Take with a grain of salt (or search all the existing thread for first hand information with matching analysis and well constructed pov) but I tend to remember that the code is kind of bound to the latency to access the LS, if you change that, it's not good.
so if you kind of move away from the LS+DMA approach you pretty jeopardize existing code. Keeping existing code functioning could require quiet some legacy hardware and a pretty constrained design.
On top of all the other architectures short coming that has been pointed through since it has been released, I think it is a quiet bothering one, there is no real latency hiding mechanism, it's more the code is build on the low latency LS, if you change that...
I would also point out to nAo's posts about why STI vouched for only 4 wide SPU. He thought it is weird that they went with something that narrow (you can't get much narrower for vector processing).
Looking at Intel architecture and the jump from Westmere to Sandy bridge, I wonder my-self
so not to be put on the same level as nAo or other POV that you may find if you search the forum numerous threads on the matter (sometime discussed in relation to larrabee fyi)
That would have granted a neat gain in throughput.
Overall I believe that the design by committee killed the chip, it is not that clear to me if the chip had a single clear purpose in the same time it came with a pretty constraining memory model.

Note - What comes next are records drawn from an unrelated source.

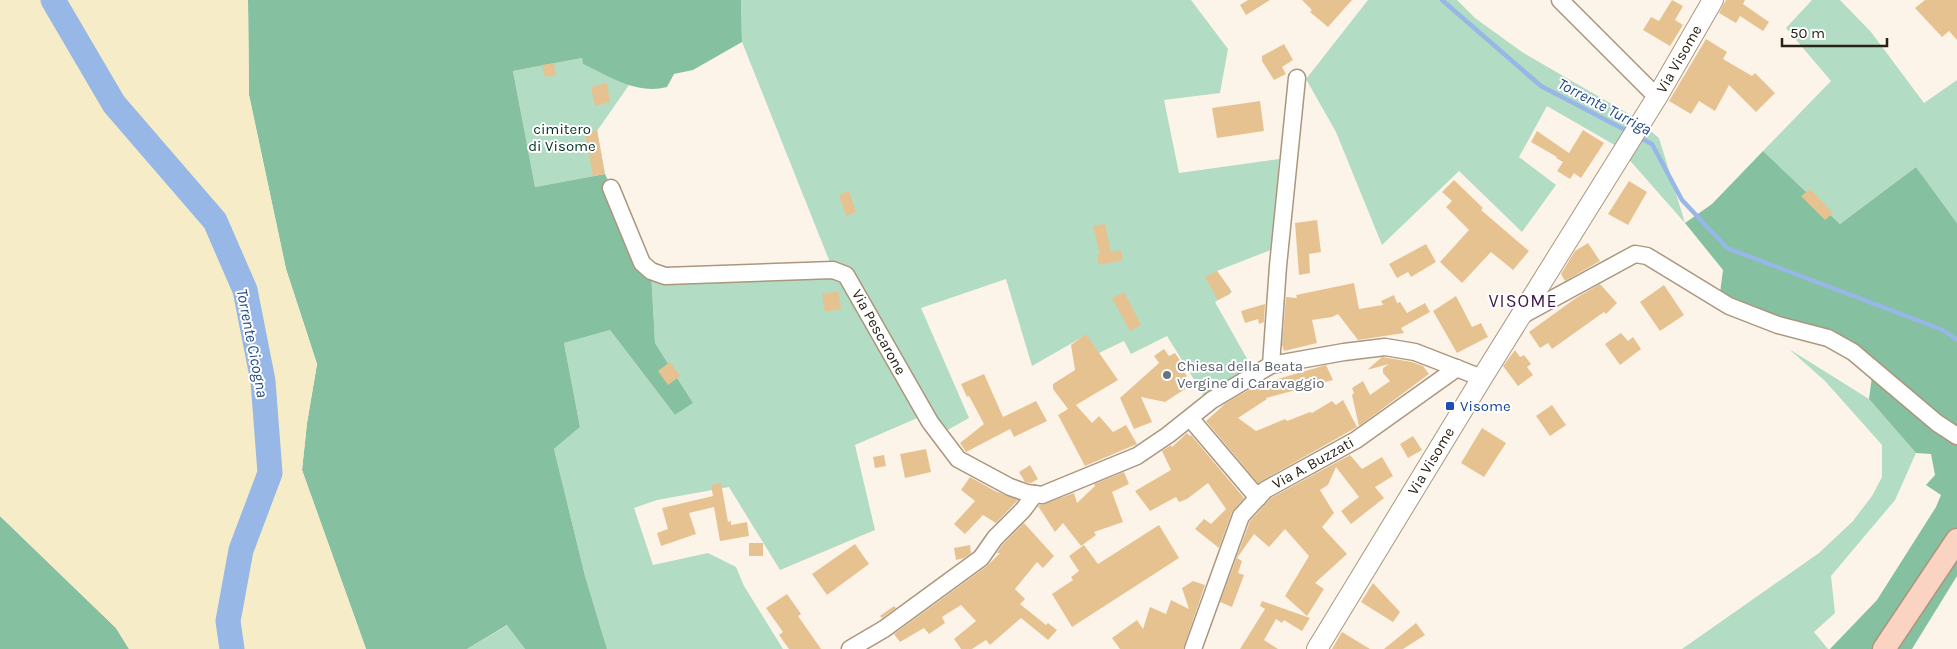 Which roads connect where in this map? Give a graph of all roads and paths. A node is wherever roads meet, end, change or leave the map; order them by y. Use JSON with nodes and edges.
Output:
{"nodes":[{"id":1,"x":1560,"y":0,"type":"edge"},
{"id":2,"x":1713,"y":0,"type":"edge"},
{"id":3,"x":1297,"y":78,"type":"dead end"},
{"id":4,"x":1657,"y":96,"type":"junction"},
{"id":5,"x":611,"y":188,"type":"dead end"},
{"id":6,"x":1522,"y":316,"type":"junction"},
{"id":7,"x":1271,"y":365,"type":"junction"},
{"id":8,"x":1457,"y":368,"type":"junction"},
{"id":9,"x":1482,"y":378,"type":"junction"},
{"id":10,"x":1185,"y":421,"type":"junction"},
{"id":11,"x":1957,"y":436,"type":"edge"},
{"id":12,"x":1035,"y":494,"type":"junction"},
{"id":13,"x":1258,"y":498,"type":"junction"},
{"id":14,"x":1957,"y":540,"type":"edge"},
{"id":15,"x":850,"y":649,"type":"edge"},
{"id":16,"x":1194,"y":649,"type":"edge"},
{"id":17,"x":1318,"y":649,"type":"edge"},
{"id":18,"x":1884,"y":649,"type":"edge"}],
"edges":[{"from":1,"to":4,"type":"street"},
{"from":2,"to":4,"type":"street","name":"Via Visome"},
{"from":3,"to":7,"type":"street"},
{"from":4,"to":6,"type":"street","name":"Via Visome"},
{"from":5,"to":12,"type":"street","name":"Via Pescarone"},
{"from":6,"to":9,"type":"street","name":"Via Visome"},
{"from":6,"to":11,"type":"street"},
{"from":7,"to":8,"type":"street"},
{"from":7,"to":10,"type":"street","name":"Via Pescarone"},
{"from":8,"to":9,"type":"street"},
{"from":8,"to":13,"type":"street","name":"Via A. Buzzati"},
{"from":9,"to":17,"type":"street","name":"Via Visome"},
{"from":10,"to":12,"type":"street","name":"Via Pescarone"},
{"from":10,"to":13,"type":"street"},
{"from":12,"to":15,"type":"street"},
{"from":13,"to":16,"type":"street","name":"Via A. Buzzati"},
{"from":14,"to":18,"type":"main road"}]} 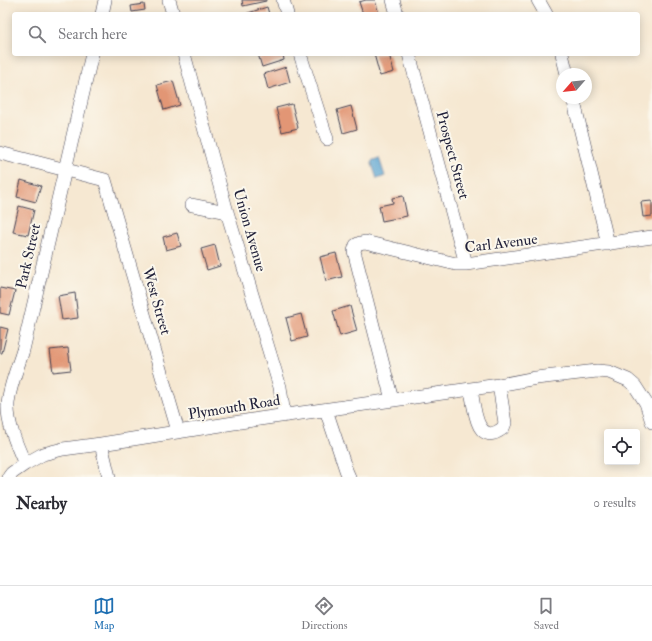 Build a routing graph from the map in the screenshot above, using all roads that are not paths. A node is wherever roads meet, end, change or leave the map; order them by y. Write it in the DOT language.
graph roads {
  1 [pos="105,0"];
  2 [pos="169,0"];
  3 [pos="283,0"];
  4 [pos="393,0"];
  5 [pos="538,0"];
  6 [pos="102,12"];
  7 [pos="172,12"];
  8 [pos="287,12"];
  9 [pos="396,12"];
  10 [pos="545,12"];
  11 [pos="92,56"];
  12 [pos="185,56"];
  13 [pos="301,56"];
  14 [pos="410,56"];
  15 [pos="562,56"];
  16 [pos="566,68"];
  17 [pos="574,104"];
  18 [pos="327,139"];
  19 [pos="0,153"];
  20 [pos="64,170"];
  21 [pos="192,205"];
  22 [pos="228,212"];
  23 [pos="652,237"];
  24 [pos="608,244"];
  25 [pos="466,264"];
  26 [pos="499,385"];
  27 [pos="471,389"];
  28 [pos="392,400"];
  29 [pos="326,410"];
  30 [pos="284,415"];
  31 [pos="652,422"];
  32 [pos="178,431"];
  33 [pos="101,444"];
  34 [pos="25,464"];
  35 [pos="9,477"];
  36 [pos="109,477"];
  37 [pos="349,477"];
  1 -- 6 [label="street"];
  2 -- 7 [label="street"];
  3 -- 8 [label="street"];
  4 -- 9 [label="street"];
  5 -- 10 [label="street"];
  11 -- 20 [label="street, Park Street"];
  12 -- 22 [label="street, Union Avenue"];
  13 -- 18 [label="street"];
  14 -- 25 [label="street, Prospect Street"];
  15 -- 16 [label="street"];
  17 -- 24 [label="street"];
  19 -- 20 [label="street"];
  20 -- 32 [label="street, West Street"];
  20 -- 34 [label="street, Park Street"];
  21 -- 22 [label="street"];
  22 -- 30 [label="street, Union Avenue"];
  23 -- 24 [label="street, Carl Avenue"];
  24 -- 25 [label="street, Carl Avenue"];
  25 -- 28 [label="street, Carl Avenue"];
  26 -- 27 [label="street, Plymouth Road"];
  26 -- 27 [label="street"];
  26 -- 31 [label="street, Plymouth Road"];
  27 -- 28 [label="street, Plymouth Road"];
  28 -- 29 [label="street, Plymouth Road"];
  29 -- 30 [label="street, Plymouth Road"];
  29 -- 37 [label="street"];
  30 -- 32 [label="street, Plymouth Road"];
  32 -- 33 [label="street, Plymouth Road"];
  33 -- 34 [label="street, Plymouth Road"];
  33 -- 36 [label="street"];
  34 -- 35 [label="street, Plymouth Road"];
} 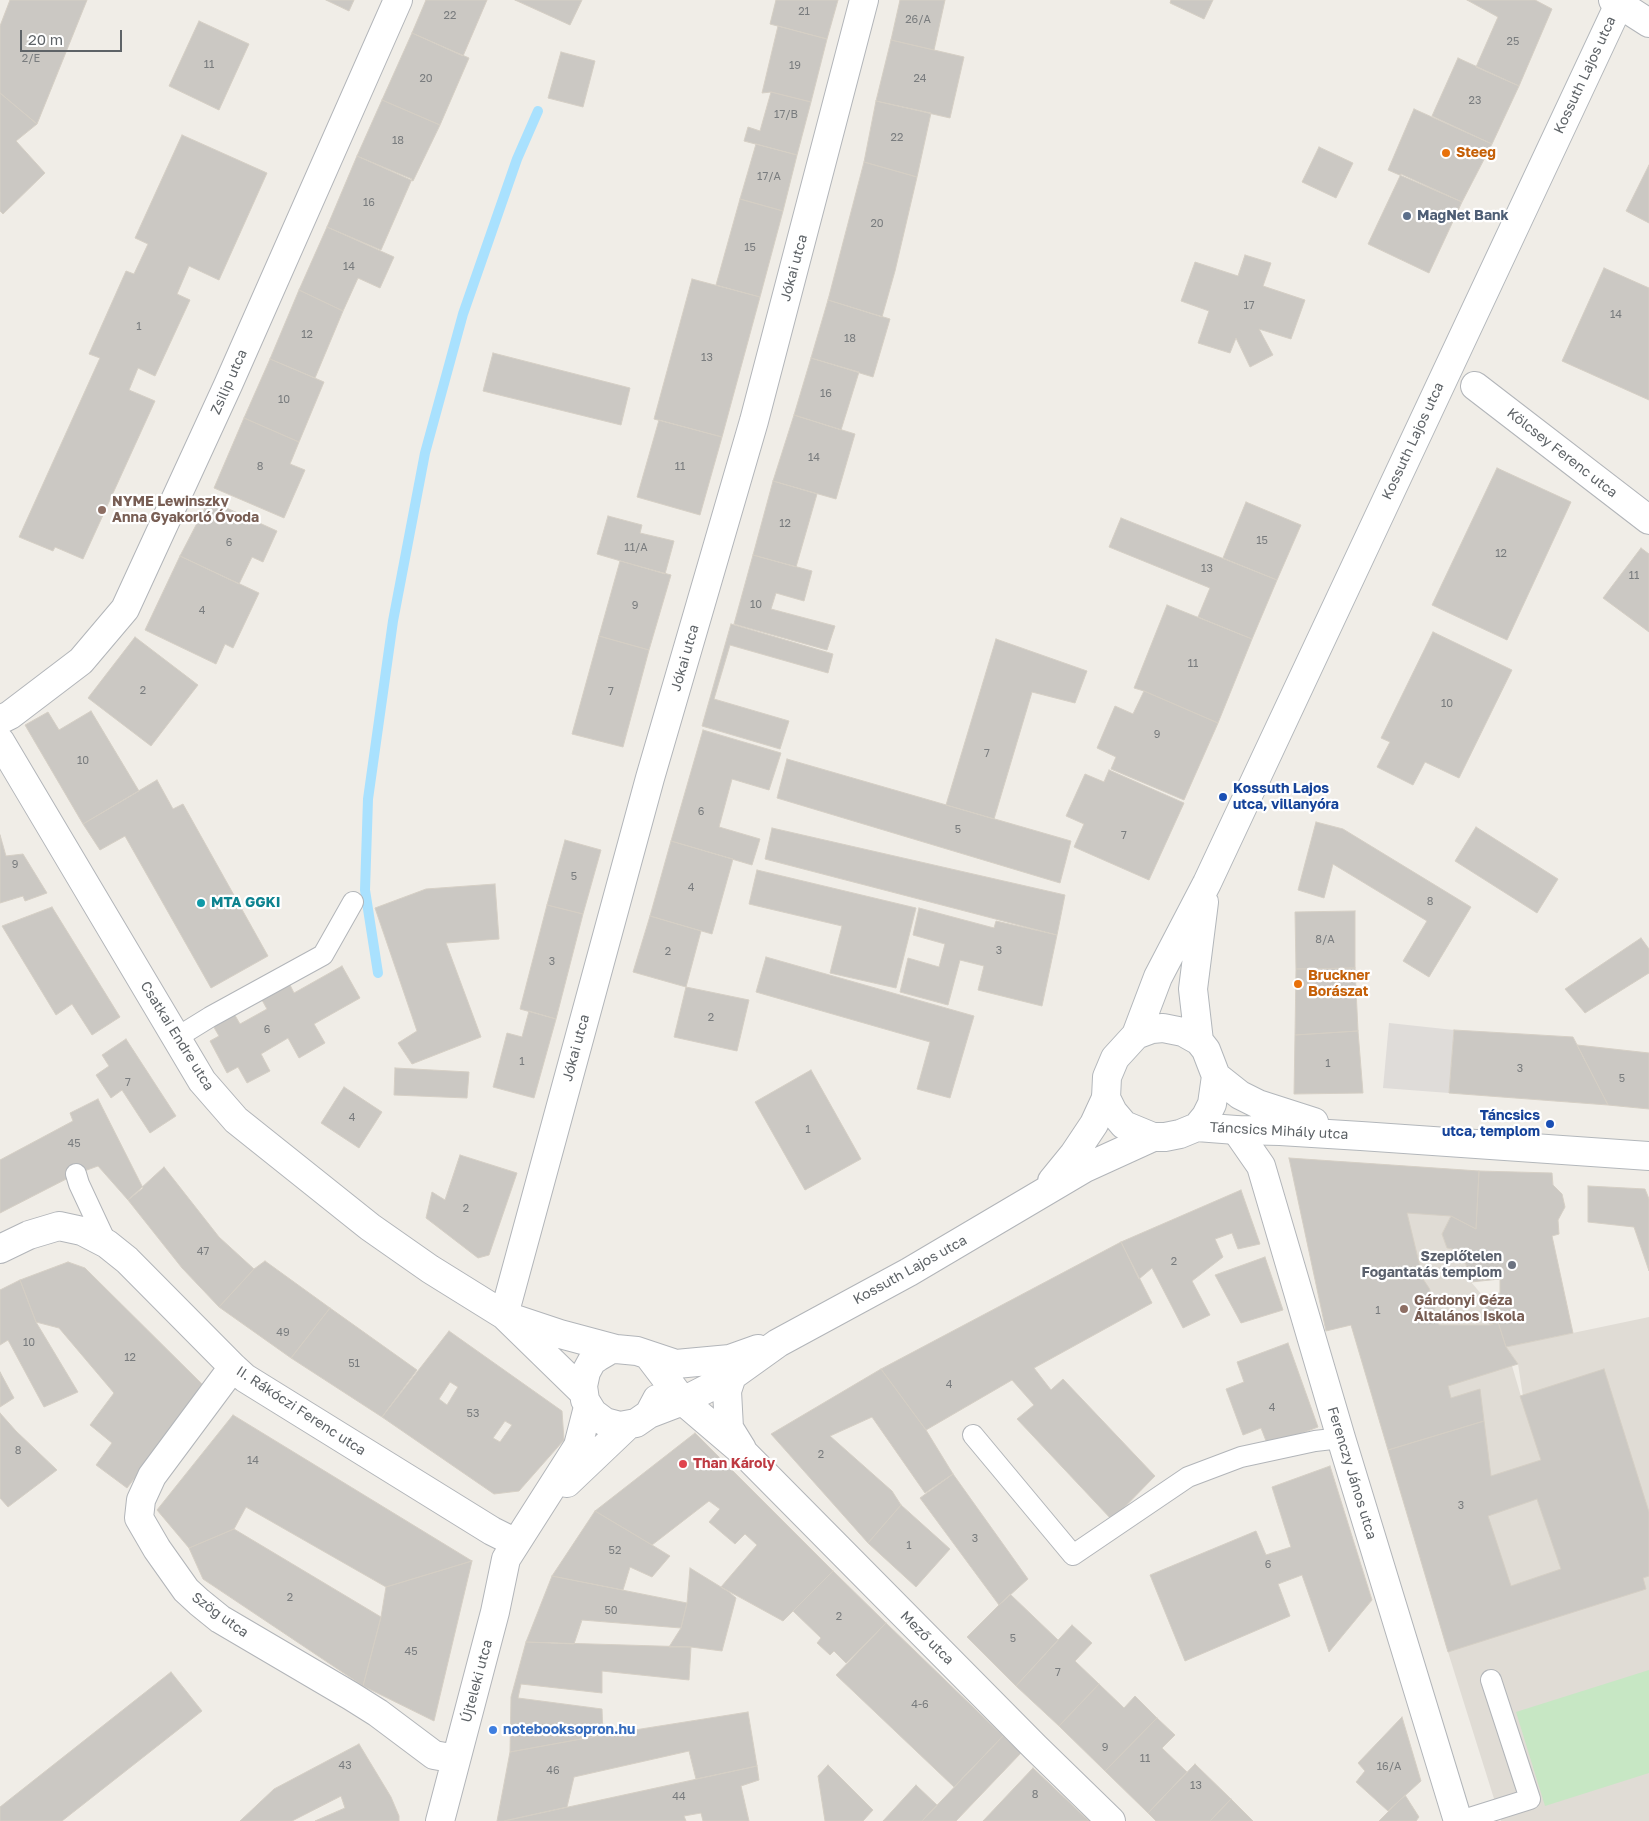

I wish they would have pulled a "wannabee Larrabee", that were not an option, too many different views about what the chip would/should be /use (wrt to the tech), IBM was adamant about the POWERPC being used somehow, others had their views too and so on.
Edit
More geek ranting... I would also think that Sony spread it-self a tad thin by working on both the Broadband engine and the cancelled GPU.
That more geeky sweet dream than anything else but I wished they would have vouched clearly for a software based approach and worked on a matching solution, most likely using two of the resulting chip head to head as in the Cell blades.
I don't know what was achievable I can only dream about it. Clearly the (silicon) budget for something like Larrabee was on there but I wonder (so putting aside all the constrains due to the allance of different parties with different pov) if they could have designed what I called earlier a "wannabee larrabee".
As an example of the worthless questions that plague my mind, could the Cell have been based on multi-threaded (4 way) VPUs with a width matching avx units, L1 instruction and data cache, no standard CPU at all, and a share pool of scratch pad memory? IBM did not use EDRAM in it CPU by that time (on their 90nm lithography) but could have they? (so more scratchpad memory).
The thing would have operate at pretty high clock speed.For some reason my mind insists in telling me that within Cell silicon budget (or close) there could have been 6 such VPUs and an unknown amount of scratch pad memory (when the internal broken guesstimator failed to deliver it is really a bad sign... and that imagination has gone out of control lol ).
I'm pretty proud of that one, it is really worthlessness at its peak... with enough if one could put Paris into a bottle...
Sorry but the name of thread called for that kind of crap (good one Alstrong).